Tarci balançou a cabeça em sinal de concordância.

— Quando o vento se aquieta, é melhor preparar a alma para quando ele voltar a soprar, pois pode trazer as dores que Ávaro carrega.

— Se já voltou a tagarelar, o que acha de falar sobre o que foi fazer naquela cidade? — Indagou Mercstzine. — Você saiu cedo pela manhã sem muitas explicações e só voltou agora, logo após um ataque! Não percebe a sorte que teve de o destino de outro homem não ter caído sobre você? E por qual razão?

— Eu sabia que a única coisa que poderia cair sobre mim era a chuva.

— Não me diga, Tarcísio. Sério? Mas se acontecesse algo mesmo assim? Já aconteceu certa vez.

Tarci abaixou a cabeça e suspirou. Seus braços envolviam seu corpo de forma estranha, Endrick suspeitava que escondia algo.

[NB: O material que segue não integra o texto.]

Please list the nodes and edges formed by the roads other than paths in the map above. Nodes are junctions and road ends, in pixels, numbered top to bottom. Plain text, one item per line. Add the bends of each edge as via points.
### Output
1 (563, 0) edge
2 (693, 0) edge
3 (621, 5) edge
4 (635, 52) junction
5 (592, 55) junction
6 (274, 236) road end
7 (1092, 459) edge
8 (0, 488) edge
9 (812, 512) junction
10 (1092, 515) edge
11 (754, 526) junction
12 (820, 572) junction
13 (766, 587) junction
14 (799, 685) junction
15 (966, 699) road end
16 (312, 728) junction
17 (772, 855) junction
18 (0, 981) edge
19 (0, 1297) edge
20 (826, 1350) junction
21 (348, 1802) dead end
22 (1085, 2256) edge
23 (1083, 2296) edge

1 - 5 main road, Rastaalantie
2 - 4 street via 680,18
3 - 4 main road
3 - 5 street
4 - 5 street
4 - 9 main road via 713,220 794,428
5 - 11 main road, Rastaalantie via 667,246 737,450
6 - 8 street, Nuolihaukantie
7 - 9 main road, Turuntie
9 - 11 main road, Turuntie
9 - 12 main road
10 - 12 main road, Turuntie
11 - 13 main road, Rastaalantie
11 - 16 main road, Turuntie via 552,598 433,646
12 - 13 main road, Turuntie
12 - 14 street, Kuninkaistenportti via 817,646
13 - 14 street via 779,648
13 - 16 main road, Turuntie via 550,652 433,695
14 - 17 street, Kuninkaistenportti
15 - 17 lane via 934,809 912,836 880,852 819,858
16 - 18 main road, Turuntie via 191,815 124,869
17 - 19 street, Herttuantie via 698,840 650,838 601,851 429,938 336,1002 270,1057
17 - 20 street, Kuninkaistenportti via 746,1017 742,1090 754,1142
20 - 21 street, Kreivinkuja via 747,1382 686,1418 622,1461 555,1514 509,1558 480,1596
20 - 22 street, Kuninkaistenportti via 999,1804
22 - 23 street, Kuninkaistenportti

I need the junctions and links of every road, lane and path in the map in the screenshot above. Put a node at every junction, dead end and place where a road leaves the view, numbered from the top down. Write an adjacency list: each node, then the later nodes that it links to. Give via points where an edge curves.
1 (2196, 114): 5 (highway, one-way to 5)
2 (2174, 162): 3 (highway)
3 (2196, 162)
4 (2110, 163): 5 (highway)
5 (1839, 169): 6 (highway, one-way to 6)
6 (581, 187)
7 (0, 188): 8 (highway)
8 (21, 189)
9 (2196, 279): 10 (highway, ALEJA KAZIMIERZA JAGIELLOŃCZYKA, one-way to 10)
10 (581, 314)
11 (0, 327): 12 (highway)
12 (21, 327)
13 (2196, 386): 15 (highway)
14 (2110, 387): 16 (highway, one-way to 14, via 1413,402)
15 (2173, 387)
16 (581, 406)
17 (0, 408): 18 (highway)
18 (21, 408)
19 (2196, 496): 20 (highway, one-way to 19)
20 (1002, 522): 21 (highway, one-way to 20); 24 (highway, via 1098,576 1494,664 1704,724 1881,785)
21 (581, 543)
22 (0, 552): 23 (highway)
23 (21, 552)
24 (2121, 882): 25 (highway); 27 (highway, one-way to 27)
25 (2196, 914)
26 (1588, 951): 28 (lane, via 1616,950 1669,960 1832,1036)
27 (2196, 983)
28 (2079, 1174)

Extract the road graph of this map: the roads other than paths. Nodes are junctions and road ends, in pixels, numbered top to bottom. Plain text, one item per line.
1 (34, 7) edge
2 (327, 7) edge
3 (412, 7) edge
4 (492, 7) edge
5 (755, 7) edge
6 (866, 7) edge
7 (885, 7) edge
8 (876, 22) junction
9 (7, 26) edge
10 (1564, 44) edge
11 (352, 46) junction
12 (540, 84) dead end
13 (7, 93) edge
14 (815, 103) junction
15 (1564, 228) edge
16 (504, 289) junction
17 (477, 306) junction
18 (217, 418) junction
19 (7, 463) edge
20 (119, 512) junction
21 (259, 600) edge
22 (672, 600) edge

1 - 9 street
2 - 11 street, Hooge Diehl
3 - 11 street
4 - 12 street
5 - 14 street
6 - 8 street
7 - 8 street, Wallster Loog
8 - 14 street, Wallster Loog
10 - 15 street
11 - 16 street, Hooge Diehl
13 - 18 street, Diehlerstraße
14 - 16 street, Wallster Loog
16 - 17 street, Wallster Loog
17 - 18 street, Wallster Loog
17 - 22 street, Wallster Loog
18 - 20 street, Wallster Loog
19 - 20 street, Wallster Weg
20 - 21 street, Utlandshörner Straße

— Você está certa — disse. — Como sempre, aliás. Fui imprudente, mas o impulso que eu sentia... não podia ser ignorado.

— O que o sonho mostrou?

— Uma caixa azul.

Nico riu.

— Uma caixa? Que interessante.

— Deixe que continue — Endrick o repreendeu.

Tarci umedeceu os lábios antes de prosseguir.

— Eu tive visões assombrosas, vi pessoas morrendo. Vi o caminho que levava a Elisesile, essa caixa estaria lá. Foi me dito onde encontrá-la, eu vi o céu coberto de nuvens, o tempo limite para pegá-la era o primeiro trovão ao anoitecer. O impulso... Ele era tão forte que não sossegou até me levar para o local onde ela estaria.

— E onde era? — Perguntou Mercstzine.

Tarci hesitou.

— O que importa é que ela está comigo agora — retirou o que ocultava de forma discreta no interior das suas vestes: uma caixa retangular pouco menor que seu antebraço, com a largura da palma da sua mão e medida de três a quatro dedos da base à tampa.

— Nosso Criador, Tarci! — Exclamou Nico — Essa caixa é vermelha.

— C-como é?

Endrick controlou o riso. Mercstzine deu um tapa na cabeça de Nico.

— É uma caixa azul, Tarcísio. O que tem escrito na tampa dela?

— Eu não sei — Tarci apontou a caixa na direção da esposa. — Consegue ler?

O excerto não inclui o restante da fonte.